How many lines in the material below contain the string "left"? Answer with the number alone.

Supplied records.
>>>

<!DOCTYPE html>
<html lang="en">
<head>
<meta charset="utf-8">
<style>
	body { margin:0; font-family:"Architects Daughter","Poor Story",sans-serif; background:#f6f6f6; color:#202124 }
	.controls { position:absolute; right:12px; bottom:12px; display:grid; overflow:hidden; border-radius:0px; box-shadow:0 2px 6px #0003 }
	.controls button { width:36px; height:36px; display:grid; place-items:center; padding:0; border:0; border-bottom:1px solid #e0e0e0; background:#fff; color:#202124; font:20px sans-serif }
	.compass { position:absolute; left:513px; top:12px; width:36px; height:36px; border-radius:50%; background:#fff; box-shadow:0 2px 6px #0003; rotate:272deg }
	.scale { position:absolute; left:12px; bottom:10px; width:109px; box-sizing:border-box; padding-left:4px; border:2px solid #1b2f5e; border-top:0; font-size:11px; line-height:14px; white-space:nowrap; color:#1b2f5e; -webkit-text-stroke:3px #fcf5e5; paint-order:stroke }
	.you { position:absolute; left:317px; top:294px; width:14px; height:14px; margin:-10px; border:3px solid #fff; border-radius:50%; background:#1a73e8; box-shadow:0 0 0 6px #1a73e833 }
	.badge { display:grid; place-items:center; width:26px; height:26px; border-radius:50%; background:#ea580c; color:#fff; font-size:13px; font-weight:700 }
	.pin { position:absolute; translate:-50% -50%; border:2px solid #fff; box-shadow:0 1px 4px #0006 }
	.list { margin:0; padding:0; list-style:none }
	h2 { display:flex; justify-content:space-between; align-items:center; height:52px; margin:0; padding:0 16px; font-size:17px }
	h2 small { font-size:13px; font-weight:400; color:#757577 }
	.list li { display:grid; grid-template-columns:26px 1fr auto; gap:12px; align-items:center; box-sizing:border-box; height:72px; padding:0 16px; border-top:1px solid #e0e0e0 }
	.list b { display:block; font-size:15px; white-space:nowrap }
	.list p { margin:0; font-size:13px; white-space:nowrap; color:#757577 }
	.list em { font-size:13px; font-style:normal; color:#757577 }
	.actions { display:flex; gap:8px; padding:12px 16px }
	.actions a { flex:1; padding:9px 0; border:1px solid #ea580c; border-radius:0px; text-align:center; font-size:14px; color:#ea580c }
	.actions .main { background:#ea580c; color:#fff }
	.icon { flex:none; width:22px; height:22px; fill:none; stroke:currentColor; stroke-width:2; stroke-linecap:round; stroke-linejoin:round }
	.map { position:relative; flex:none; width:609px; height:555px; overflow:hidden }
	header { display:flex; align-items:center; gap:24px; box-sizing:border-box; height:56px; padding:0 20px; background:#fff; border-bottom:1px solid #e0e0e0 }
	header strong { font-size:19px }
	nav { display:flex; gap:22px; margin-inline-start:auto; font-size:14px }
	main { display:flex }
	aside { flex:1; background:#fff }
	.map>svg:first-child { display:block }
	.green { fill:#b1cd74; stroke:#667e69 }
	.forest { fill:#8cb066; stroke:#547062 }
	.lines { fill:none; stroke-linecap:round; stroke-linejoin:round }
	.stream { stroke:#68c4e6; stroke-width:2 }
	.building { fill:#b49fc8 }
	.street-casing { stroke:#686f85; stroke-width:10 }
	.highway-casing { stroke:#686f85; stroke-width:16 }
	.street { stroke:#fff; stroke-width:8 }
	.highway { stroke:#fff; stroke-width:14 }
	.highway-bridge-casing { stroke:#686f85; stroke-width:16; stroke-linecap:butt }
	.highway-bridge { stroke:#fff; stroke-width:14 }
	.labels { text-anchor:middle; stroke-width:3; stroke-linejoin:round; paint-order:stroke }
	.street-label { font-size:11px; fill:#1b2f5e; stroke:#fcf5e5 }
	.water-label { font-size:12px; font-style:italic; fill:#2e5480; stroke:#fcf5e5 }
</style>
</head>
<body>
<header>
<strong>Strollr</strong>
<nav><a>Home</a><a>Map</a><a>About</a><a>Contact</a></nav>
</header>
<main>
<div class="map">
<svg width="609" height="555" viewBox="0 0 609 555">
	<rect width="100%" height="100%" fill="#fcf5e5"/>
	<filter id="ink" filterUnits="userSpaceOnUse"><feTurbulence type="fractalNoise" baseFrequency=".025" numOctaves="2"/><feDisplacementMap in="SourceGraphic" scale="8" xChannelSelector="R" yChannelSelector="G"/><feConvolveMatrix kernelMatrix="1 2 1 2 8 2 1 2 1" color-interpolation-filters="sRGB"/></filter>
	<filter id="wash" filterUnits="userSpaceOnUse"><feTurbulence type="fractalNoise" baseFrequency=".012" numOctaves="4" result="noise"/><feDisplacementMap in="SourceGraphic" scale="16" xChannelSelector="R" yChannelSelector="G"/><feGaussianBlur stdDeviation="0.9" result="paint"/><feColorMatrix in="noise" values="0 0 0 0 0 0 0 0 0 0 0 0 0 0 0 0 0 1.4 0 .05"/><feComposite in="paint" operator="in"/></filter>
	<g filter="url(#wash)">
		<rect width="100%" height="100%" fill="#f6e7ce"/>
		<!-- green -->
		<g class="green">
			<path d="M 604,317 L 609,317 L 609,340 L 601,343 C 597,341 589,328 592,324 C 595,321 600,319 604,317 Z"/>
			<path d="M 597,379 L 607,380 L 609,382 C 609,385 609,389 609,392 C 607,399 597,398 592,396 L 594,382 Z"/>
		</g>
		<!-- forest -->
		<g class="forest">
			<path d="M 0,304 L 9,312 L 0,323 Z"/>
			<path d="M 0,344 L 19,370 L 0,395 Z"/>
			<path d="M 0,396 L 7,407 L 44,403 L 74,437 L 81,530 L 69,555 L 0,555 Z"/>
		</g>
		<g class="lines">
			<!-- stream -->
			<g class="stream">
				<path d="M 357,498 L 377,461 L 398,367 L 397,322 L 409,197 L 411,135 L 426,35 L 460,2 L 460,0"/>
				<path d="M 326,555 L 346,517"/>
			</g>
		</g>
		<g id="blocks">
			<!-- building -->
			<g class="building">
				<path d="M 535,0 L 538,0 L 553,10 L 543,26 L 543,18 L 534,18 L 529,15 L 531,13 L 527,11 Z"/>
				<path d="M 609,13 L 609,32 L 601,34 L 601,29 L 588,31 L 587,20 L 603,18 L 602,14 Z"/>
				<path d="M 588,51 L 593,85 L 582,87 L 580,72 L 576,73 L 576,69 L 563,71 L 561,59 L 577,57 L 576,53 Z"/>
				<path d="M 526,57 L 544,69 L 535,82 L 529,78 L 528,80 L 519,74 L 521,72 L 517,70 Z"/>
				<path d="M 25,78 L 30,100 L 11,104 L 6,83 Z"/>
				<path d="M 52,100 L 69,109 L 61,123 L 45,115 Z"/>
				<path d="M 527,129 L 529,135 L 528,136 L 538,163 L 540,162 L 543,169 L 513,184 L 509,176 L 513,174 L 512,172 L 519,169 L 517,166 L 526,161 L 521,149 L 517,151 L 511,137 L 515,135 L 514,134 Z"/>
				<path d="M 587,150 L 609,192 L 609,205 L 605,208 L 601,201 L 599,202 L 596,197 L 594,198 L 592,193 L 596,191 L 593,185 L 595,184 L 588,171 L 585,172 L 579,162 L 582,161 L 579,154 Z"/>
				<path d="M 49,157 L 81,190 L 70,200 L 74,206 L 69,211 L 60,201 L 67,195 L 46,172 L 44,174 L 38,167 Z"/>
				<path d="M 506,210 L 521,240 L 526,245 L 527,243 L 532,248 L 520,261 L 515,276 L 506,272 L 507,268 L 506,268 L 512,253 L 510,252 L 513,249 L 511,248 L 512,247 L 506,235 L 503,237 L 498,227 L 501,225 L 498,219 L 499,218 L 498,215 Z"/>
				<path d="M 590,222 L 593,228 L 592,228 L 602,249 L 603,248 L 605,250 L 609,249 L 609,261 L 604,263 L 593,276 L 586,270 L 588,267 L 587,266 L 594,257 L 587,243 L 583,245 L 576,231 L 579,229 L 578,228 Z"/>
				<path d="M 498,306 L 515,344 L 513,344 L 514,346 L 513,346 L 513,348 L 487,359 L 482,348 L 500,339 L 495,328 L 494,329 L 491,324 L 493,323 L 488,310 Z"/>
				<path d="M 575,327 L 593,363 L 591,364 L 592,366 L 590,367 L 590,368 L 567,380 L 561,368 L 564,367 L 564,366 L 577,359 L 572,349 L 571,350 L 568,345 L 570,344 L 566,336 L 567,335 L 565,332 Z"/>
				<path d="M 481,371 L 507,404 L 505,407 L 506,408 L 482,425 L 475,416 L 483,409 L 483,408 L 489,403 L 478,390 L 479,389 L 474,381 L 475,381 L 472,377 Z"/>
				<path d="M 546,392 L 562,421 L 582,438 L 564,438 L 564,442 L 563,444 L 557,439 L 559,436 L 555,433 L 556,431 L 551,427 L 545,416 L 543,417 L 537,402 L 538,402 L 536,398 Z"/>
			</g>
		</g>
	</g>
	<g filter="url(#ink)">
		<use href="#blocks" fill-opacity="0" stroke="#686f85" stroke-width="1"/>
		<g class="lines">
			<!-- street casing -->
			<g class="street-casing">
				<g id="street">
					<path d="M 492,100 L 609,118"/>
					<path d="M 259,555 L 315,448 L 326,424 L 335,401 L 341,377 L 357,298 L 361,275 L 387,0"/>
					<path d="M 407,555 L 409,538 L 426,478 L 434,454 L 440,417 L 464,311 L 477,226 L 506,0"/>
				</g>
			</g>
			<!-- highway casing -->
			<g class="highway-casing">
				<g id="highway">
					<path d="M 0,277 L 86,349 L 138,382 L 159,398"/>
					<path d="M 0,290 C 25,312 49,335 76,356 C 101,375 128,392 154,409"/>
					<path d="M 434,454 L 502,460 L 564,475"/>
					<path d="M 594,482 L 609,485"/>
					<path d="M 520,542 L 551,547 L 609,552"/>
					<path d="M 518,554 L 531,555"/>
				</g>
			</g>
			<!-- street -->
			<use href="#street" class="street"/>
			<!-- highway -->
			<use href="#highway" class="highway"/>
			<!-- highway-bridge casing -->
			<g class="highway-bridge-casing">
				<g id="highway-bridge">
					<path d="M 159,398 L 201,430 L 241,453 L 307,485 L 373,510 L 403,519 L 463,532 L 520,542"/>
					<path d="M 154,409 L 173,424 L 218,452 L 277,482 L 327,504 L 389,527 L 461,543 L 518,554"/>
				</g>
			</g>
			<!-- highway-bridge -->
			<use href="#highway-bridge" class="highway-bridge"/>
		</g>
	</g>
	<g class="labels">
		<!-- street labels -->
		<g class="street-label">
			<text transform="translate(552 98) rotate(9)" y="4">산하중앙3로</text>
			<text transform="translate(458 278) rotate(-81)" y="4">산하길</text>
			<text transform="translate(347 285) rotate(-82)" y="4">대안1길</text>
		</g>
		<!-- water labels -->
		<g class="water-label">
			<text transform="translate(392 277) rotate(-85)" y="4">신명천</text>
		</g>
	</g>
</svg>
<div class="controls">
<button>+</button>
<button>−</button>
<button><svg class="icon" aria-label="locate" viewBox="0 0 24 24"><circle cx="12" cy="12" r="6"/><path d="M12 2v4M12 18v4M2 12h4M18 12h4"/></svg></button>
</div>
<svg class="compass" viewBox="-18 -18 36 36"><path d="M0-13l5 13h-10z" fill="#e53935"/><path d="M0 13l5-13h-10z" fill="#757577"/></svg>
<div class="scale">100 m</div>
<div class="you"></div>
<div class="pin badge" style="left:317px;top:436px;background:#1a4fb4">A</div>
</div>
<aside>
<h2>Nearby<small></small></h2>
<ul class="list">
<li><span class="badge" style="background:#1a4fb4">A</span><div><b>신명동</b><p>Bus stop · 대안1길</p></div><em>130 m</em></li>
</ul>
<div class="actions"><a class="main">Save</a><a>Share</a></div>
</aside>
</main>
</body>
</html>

<<<

Written response. 4